Perhaps best known as a co-founder of British post-punkers Swell Maps, Epic Soundtracks reinvented himself as an eccentric, critically acclaimed piano balladeer during the '90s. Soundtracks -- who trademarked his stage name, forcing Epic Records' soundtrack division to change its spelling to "Soundtrax" -- was born Kevin Paul Godfrey in Croydon, England, on March 23, 1959 (although several sources list Paul Godley). In 1972, he and his older brother Nicholas -- later Nikki Sudden -- started playing music together, influenced chiefly by Can and T. Rex, and often using found objects as percussion. By 1976, this project had become the seminal Swell Maps; over 1979-1980, the band issued two cultishly adored albums that influenced underground icons like Sonic Youth and Pavement.
Swell Maps disbanded in early 1980, and Soundtracks issued two solo singles on Rough Trade, "Popular Classical"/"Jelly Babies" and "Rain Rain Rain," in 1981 and 1982, respectively. (The latter featured Swell Maps bandmate Jowe Head.) In 1984, Soundtracks joined his brother Sudden's new project the Jacobites, playing the drums on their first two albums (The Jacobites and Robespierre's Velvet Basement).
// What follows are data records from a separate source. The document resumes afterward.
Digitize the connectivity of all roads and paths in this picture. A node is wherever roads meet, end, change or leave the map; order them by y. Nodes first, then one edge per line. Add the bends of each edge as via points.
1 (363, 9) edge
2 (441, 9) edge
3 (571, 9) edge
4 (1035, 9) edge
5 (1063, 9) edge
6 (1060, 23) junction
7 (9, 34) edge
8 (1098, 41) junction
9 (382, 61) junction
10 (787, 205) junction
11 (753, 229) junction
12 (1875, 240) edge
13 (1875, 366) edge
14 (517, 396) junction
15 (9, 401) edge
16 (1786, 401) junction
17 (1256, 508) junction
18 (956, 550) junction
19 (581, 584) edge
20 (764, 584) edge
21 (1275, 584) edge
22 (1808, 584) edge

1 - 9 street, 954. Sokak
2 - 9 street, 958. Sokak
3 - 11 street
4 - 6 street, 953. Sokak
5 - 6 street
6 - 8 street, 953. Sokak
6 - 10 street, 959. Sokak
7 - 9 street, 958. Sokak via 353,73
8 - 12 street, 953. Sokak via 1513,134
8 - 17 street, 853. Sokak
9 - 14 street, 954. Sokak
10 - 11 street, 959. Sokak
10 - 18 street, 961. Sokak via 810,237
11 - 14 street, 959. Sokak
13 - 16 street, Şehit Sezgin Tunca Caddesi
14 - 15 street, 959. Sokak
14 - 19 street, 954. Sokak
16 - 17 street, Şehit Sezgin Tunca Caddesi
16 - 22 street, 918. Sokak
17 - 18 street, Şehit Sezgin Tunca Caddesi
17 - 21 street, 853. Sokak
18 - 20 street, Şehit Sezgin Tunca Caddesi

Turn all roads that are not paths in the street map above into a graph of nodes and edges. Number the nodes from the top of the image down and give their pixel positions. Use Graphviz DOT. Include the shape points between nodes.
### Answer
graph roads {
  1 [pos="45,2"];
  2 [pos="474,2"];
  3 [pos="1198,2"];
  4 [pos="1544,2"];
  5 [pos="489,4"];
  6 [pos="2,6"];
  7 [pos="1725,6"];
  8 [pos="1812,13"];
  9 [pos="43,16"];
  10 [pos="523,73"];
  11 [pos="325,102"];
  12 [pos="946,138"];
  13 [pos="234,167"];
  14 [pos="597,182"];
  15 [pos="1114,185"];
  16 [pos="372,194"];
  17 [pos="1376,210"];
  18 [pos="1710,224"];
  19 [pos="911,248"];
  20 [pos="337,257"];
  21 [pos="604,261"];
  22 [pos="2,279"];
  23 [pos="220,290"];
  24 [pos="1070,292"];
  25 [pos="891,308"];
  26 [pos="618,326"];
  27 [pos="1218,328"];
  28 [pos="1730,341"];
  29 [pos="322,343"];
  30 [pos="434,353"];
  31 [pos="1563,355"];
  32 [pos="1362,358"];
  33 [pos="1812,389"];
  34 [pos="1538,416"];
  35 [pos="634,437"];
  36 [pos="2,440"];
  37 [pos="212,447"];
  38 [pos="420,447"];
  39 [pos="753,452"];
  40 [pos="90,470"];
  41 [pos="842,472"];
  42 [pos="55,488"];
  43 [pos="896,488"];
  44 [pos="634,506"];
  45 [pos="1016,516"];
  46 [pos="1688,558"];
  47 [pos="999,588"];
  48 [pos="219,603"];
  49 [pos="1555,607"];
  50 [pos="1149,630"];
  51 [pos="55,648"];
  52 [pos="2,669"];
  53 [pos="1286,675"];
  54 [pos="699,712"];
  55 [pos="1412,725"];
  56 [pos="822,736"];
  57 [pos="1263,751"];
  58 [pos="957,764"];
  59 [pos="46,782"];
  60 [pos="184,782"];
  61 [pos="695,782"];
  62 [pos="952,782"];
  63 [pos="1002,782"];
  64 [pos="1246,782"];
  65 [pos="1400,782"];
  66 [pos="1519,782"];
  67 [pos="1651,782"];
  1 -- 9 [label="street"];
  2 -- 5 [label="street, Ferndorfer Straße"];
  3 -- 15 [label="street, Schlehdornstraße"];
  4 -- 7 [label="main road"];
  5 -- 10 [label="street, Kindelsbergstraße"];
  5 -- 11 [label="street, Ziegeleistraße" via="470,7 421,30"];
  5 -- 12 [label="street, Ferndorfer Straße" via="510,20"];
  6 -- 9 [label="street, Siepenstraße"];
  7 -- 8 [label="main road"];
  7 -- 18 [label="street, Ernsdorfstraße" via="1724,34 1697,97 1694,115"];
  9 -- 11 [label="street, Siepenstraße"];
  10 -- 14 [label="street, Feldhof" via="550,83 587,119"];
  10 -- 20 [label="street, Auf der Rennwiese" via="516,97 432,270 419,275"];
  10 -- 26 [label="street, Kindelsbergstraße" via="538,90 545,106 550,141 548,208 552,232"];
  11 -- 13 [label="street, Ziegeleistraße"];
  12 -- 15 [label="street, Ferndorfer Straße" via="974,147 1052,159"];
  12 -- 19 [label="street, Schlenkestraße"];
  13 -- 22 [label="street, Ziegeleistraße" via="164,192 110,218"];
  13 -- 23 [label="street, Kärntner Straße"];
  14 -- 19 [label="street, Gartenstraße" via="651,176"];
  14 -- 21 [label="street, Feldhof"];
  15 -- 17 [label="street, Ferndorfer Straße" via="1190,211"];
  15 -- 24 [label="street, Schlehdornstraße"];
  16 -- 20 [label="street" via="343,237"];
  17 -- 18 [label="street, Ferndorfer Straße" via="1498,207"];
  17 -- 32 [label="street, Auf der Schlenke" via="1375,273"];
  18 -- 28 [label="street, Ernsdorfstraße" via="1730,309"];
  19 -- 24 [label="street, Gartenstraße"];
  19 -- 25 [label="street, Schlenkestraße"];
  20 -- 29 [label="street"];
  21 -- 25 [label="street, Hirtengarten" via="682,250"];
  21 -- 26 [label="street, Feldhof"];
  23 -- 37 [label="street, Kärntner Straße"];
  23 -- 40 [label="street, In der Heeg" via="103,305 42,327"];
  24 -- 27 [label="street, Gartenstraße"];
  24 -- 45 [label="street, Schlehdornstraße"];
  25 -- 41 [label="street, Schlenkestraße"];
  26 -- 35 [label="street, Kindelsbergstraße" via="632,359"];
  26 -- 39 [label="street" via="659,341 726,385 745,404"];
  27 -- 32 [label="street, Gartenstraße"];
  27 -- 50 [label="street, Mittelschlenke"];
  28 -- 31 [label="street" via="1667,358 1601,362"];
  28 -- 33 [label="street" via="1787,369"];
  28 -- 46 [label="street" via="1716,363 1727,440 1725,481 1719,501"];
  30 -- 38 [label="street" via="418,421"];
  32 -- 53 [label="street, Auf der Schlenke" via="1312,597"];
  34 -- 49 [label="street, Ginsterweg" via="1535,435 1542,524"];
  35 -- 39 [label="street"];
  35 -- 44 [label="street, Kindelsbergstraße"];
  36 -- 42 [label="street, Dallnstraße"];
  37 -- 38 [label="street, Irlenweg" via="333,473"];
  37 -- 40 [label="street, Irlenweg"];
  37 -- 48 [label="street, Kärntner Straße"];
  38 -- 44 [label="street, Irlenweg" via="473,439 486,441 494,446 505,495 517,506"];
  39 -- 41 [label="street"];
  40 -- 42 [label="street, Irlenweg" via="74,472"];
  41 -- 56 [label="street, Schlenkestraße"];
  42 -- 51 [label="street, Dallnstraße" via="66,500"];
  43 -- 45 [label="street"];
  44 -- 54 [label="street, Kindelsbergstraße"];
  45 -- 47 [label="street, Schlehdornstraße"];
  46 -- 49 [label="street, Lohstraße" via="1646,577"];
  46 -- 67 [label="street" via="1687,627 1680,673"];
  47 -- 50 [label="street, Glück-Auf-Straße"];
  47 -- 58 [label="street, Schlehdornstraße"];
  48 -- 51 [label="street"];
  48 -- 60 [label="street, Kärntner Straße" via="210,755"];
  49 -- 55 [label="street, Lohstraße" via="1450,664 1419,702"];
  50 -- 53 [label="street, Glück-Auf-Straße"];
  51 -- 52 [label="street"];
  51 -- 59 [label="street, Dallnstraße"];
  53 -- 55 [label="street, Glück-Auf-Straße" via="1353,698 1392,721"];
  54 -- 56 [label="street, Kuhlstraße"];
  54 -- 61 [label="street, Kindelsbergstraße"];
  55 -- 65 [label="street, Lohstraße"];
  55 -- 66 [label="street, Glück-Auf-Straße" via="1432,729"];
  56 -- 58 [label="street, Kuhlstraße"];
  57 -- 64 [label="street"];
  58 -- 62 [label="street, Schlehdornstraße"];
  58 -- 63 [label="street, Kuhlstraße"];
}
A year later, he joined former members of the Birthday Party in Crime & the City Solution, and appeared on their 1986 album Room of Lights. In 1987, Soundtracks and guitarist Rowland S. Howard departed Crime to form These Immortal Souls; Soundtracks appeared on two albums and an EP with them over 1987-1992, playing drums and occasional piano.
Yet, through all of that, Soundtracks had an affinity for pure pop and singer/songwriter sensitivity that had thus far gone unfulfilled. In 1993, he returned to his long-abandoned solo career to explore just that, signing with Bar/None to issue his first ever album, Rise Above. Although it featured guest appearances from alt-rock admirers like Lee Ranaldo, Kim Gordon, and J Mascis, the album was a warm, gentle exercise in traditional-style pop that placed Soundtracks and his piano firmly at center stage. Surprised at the results given Soundtracks' post-punk pedigree, critics responded with equal warmth. A follow-up album, Sleeping Star, appeared in 1994 and duplicated much of its predecessor's low-key charm. In 1995, Soundtracks joined Lemonheads leader Evan Dando on his solo tour, and wound up co-writing the track "C'Mon Daddy," which appeared on the group's next album, 1996's Car Button Cloth.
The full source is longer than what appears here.